What the task asks:
Take from the data every line in which the word "pinky" is found.

Records to use:
Start of Block

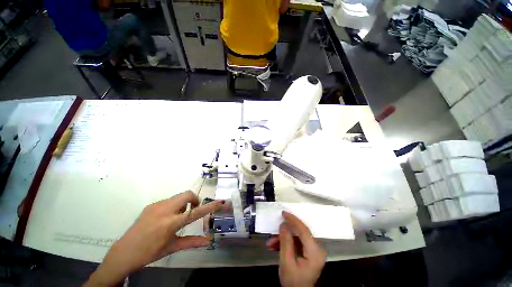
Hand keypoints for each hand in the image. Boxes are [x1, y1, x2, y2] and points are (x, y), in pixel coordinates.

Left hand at [84, 191, 224, 286]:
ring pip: (179, 196)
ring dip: (184, 203)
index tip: (220, 202)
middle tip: (192, 211)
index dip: (210, 207)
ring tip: (177, 217)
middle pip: (187, 195)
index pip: (196, 212)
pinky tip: (166, 218)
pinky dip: (174, 205)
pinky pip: (169, 200)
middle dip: (195, 199)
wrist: (124, 252)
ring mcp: (156, 206)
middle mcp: (164, 211)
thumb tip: (209, 241)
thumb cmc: (150, 253)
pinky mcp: (151, 205)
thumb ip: (192, 242)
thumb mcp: (172, 247)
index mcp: (170, 224)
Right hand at [266, 211, 326, 286]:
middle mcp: (317, 249)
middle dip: (285, 232)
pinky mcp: (308, 252)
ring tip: (271, 243)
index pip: (304, 230)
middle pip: (300, 233)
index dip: (293, 220)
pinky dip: (286, 243)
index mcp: (315, 252)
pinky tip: (275, 246)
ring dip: (283, 239)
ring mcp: (313, 250)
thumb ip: (285, 242)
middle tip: (274, 229)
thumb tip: (283, 225)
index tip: (283, 213)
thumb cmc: (293, 281)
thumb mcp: (286, 263)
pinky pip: (296, 243)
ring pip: (296, 237)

End of Block

Written answer:
pinky tip: (166, 218)
pinky dip: (174, 205)
pinky pip: (169, 200)
pinky mcp: (151, 205)
pinky mcp: (308, 252)
pinky dip: (286, 243)
pinky tip: (275, 246)
pinky pip: (296, 243)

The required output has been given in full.